With the manifestation of the Christ to Jews and Gentiles alike comes an astonishing cascade of revelations. The Law of Moses, written on stone, is revealed to be the Law of Love written on the heart. The worship of God in the temple is revealed to be service to others with the temple of the body. The bread and wine of the Passover feast is revealed to be his Body and Blood, broken and poured out for our sakes. The sacrifices of lambs on the altar is revealed to be the one sacrifice of the Lamb of God on the altar of the Cross. Our Lord uncovers sight for the blind; hearing for the deaf; speech for the muted. He manifests health for the sick; mobility for the lame; and freedom for the possessed. He unveils bread for the hungry; consolation for those who mourn; riches for the poor. And, most importantly, he makes known the mercy of God for the sinner. He is God's mercy for the sinner, forgiveness given flesh and bone. And when he is resurrected on Easter morning he reveals to us our end, our goal: everlasting life, perfection as God the Father is perfect. That tiny child, worshiped by the Magi, accomplishes all these things b/c he is the Son of God become man; living among us, dying as one of us, and revealing to us the freely given gift of eternal life.

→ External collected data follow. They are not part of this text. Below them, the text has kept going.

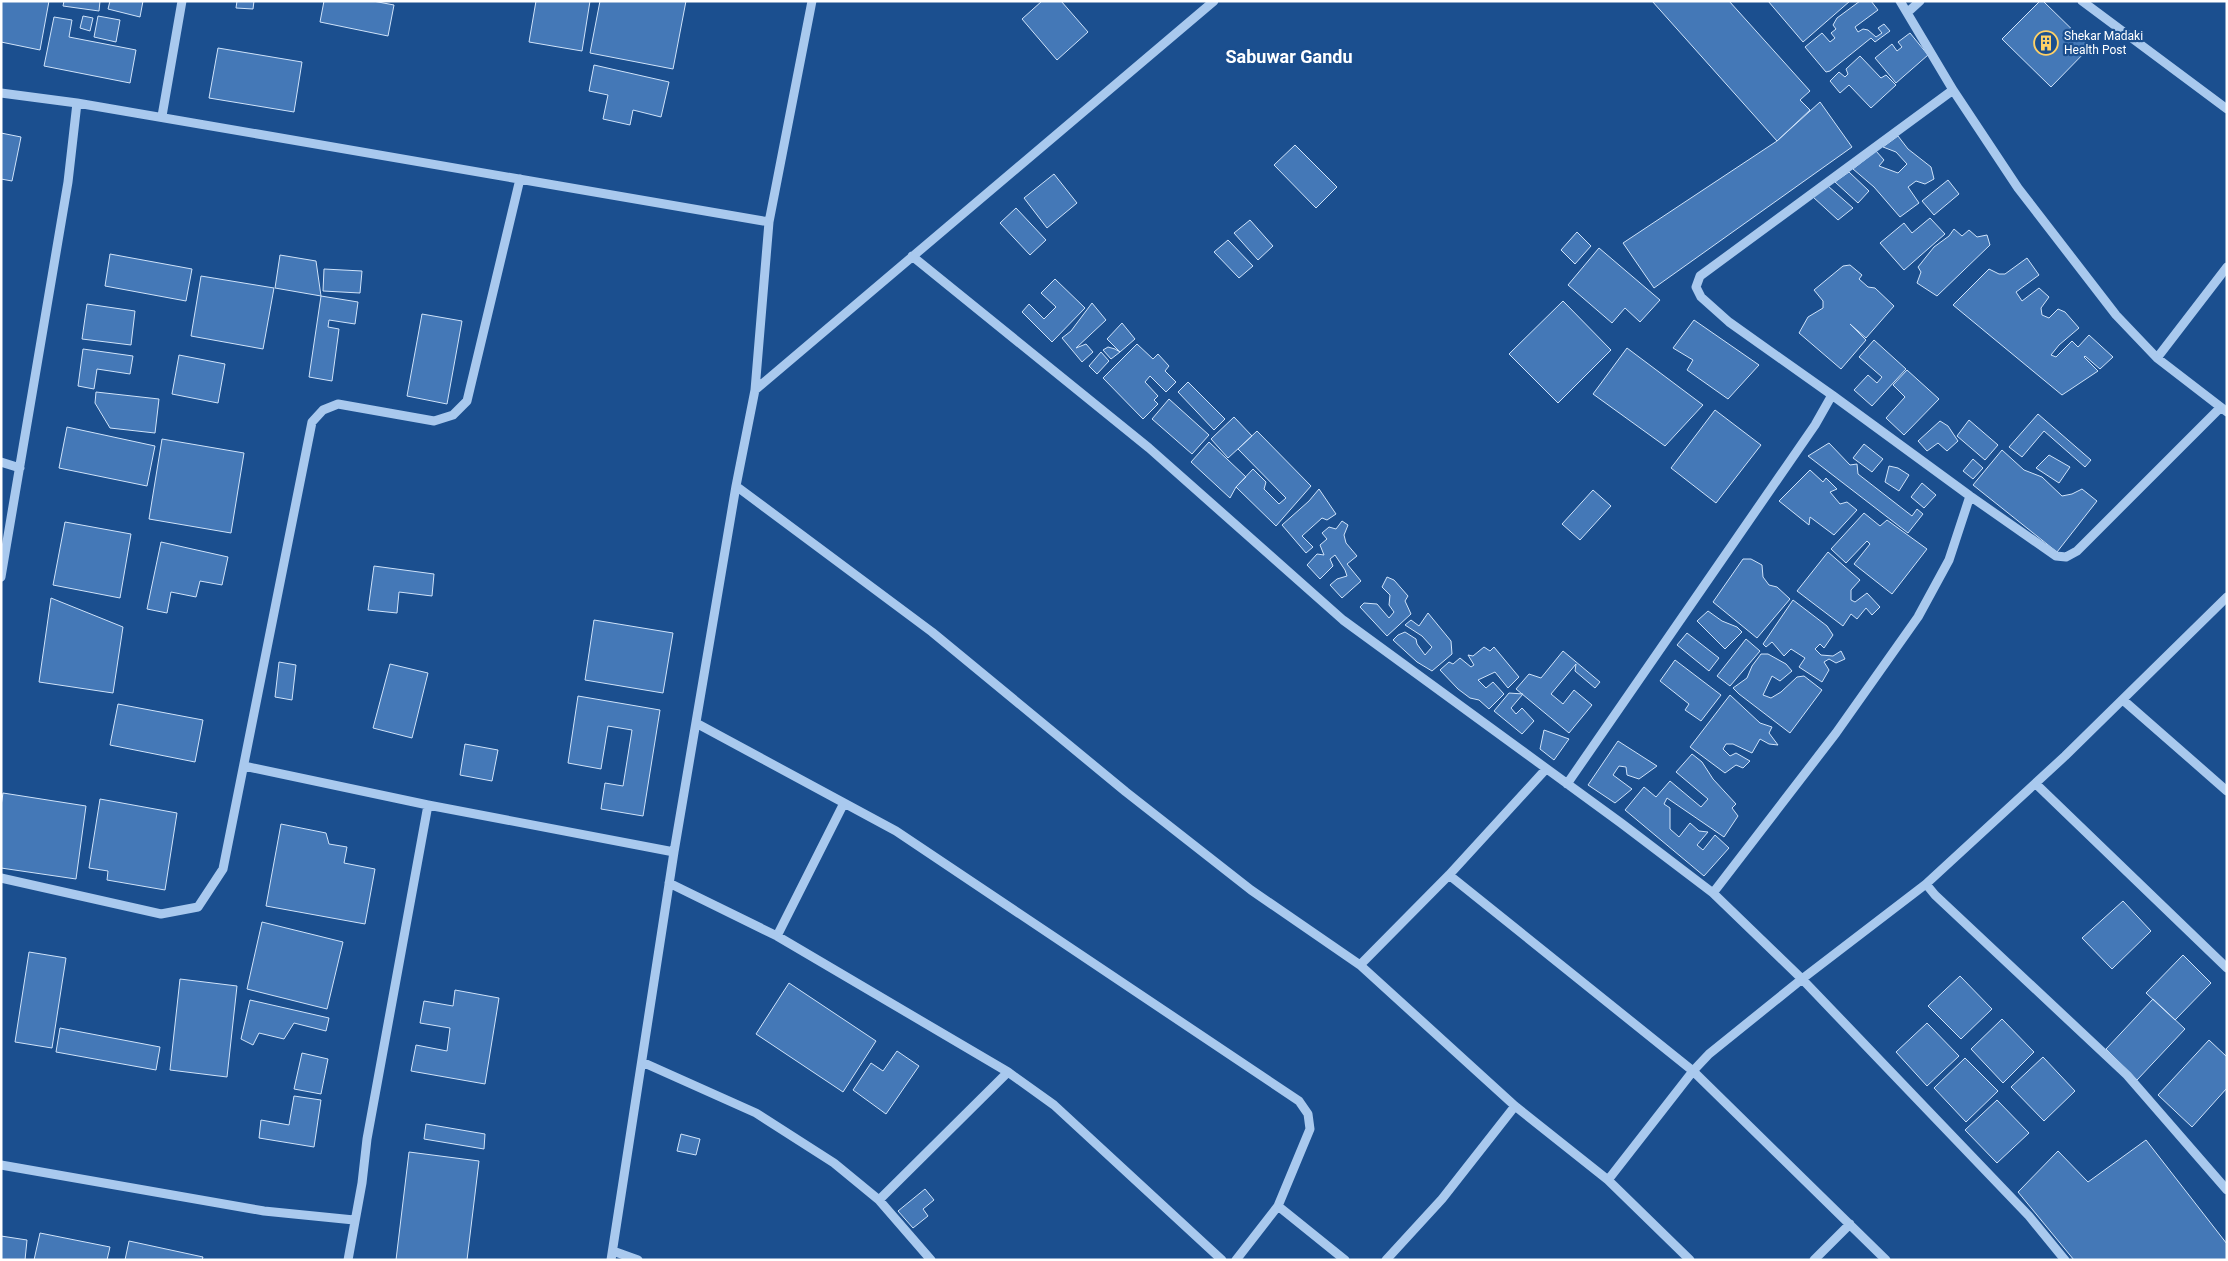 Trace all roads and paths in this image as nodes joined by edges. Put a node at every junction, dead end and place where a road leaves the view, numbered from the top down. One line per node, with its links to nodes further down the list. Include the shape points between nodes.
1 (182, 1): 12 (street)
2 (812, 1): 14 (street)
3 (1214, 1): 15 (street)
4 (1900, 1): 7 (street)
5 (1920, 1): 7 (street)
6 (2082, 1): 11 (street)
7 (1908, 12): 8 (street)
8 (1953, 90): 17 (street, via 2018,188 2116,316); 19 (street, via 1700,276 1696,286 1700,297 1729,322)
9 (1, 93): 10 (street)
10 (77, 103): 12 (street); 22 (street, via 68,182)
11 (2227, 109)
12 (162, 116): 13 (street)
13 (520, 179): 14 (street); 29 (street, via 467,400 453,415 434,421 338,404 323,410 312,422)
14 (769, 222): 18 (street)
15 (912, 256): 18 (street); 30 (street, via 1149,448 1343,620)
16 (2227, 267): 17 (street)
17 (2157, 358): 20 (street)
18 (755, 390): 23 (street)
19 (1832, 395): 24 (street); 31 (street, via 1815,425)
20 (2223, 410): 24 (street, via 2066,558 2056,556)
21 (1, 462): 22 (street)
22 (20, 468): 25 (street)
23 (736, 486): 28 (street); 43 (street, via 932,632 1126,792 1252,890)
24 (1970, 496): 41 (street, via 1949,560 1918,617 1836,734)
25 (1, 578)
26 (2227, 597): 27 (street)
27 (2122, 700): 32 (street); 33 (street)
28 (696, 723): 34 (street); 36 (street)
29 (244, 766): 35 (street); 38 (street, via 223,869 198,906 161,914)
30 (1546, 769): 31 (street); 37 (street)
31 (1567, 784): 41 (street)
32 (2036, 784): 40 (street); 44 (street)
33 (2227, 791)
34 (844, 803): 42 (street); 54 (street, via 896,831 1299,1101 1308,1114 1310,1129)
35 (428, 805): 36 (street); 55 (street)
36 (674, 852): 39 (street)
37 (1449, 874): 43 (street); 47 (street)
38 (1, 878)
39 (670, 883): 42 (street); 46 (street)
40 (1926, 884): 45 (street); 52 (street, via 2127,1075)
41 (1713, 893): 45 (street)
42 (777, 936): 48 (street)
43 (1360, 965): 49 (street)
44 (2227, 968)
45 (1802, 979): 47 (street, via 1709,1054); 68 (street, via 2029,1216)
46 (642, 1062): 53 (street, via 756,1113 834,1163); 57 (street)
47 (1693, 1071): 51 (street); 56 (street)
48 (1008, 1072): 53 (street); 61 (street, via 1054,1105)
49 (1515, 1106): 51 (street); 64 (street, via 1442,1199)
50 (1, 1164): 55 (street, via 264,1211)
51 (1608, 1180): 65 (street)
52 (2227, 1190)
53 (879, 1200): 60 (street)
54 (1278, 1206): 62 (street); 63 (street)
55 (354, 1220): 58 (street)
56 (1850, 1224): 66 (street); 67 (street)
57 (612, 1255): 59 (street)
58 (348, 1260)
59 (638, 1260)
60 (931, 1260)
61 (1222, 1260)
62 (1236, 1260)
63 (1345, 1260)
64 (1386, 1260)
65 (1690, 1260)
66 (1814, 1260)
67 (1886, 1260)
68 (2064, 1260)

On occasion, in the classroom, one or two of my students would look up from a poem and give me an “ah-ha” look. That look that says, “I get it! I get it!” It's that look that every teacher worth his pay longs to see. Coming to love poetry for its epiphanies takes practice; it's a habit formed from repetition and patience. The life of holiness is no different. There's nothing hidden in verse. There's no secret code to break or arcane symbols to decipher. There's the text and the reader. In the work of holiness, there's the human soul and the Holy Spirit. Everything we need to start, maintain, and finish a holy life has been revealed. It's all there, waiting for the patient, determined soul to begin. Start each day by giving God thanks for His gift of Christ. Maintain by celebrating his sacraments and doing good works for his glory. Finish each day receiving his forgiveness and forgiving those who sinned against you. Repeat, repeat, repeat. “Then you shall be radiant at what you see, your heart shall throb and overflow [and] the wealth of nations shall be brought to you.”